Extracted records:
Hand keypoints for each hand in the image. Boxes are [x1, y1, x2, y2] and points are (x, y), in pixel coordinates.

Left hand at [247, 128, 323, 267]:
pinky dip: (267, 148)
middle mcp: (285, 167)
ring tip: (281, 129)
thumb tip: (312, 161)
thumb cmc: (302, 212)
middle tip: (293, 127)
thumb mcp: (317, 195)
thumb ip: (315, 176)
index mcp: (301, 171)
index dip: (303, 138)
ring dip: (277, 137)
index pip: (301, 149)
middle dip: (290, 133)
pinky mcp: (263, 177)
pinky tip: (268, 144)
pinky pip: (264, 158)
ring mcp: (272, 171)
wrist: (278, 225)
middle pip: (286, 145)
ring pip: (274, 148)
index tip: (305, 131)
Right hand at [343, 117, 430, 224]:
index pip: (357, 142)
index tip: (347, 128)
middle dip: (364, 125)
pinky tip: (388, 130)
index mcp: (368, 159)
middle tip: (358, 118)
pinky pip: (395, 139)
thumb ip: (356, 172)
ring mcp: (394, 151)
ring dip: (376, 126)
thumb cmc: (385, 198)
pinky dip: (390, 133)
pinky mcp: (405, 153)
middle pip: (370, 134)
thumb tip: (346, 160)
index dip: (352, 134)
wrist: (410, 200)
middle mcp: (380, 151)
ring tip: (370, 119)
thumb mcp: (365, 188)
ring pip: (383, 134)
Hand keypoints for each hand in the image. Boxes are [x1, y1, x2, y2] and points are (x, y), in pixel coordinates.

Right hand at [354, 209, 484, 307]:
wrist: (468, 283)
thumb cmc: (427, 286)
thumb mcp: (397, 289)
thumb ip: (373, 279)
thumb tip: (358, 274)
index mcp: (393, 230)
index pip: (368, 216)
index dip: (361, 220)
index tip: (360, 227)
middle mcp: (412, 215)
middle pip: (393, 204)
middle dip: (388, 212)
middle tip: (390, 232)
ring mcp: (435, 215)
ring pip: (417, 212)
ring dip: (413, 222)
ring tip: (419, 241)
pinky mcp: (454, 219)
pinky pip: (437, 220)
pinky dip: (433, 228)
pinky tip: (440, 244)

What is being asked:
Search the listing for "ring" and copy each line holding it.

Result of this task:
ring tip: (281, 129)
ring dip: (277, 137)
ring mcp: (272, 171)
ring pip: (274, 148)
ring mcp: (394, 151)
ring dip: (376, 126)
ring tip: (370, 119)
ring pip: (383, 134)
ring mcp: (435, 215)
ring pip: (417, 212)
ring dip: (413, 222)
ring tip: (419, 241)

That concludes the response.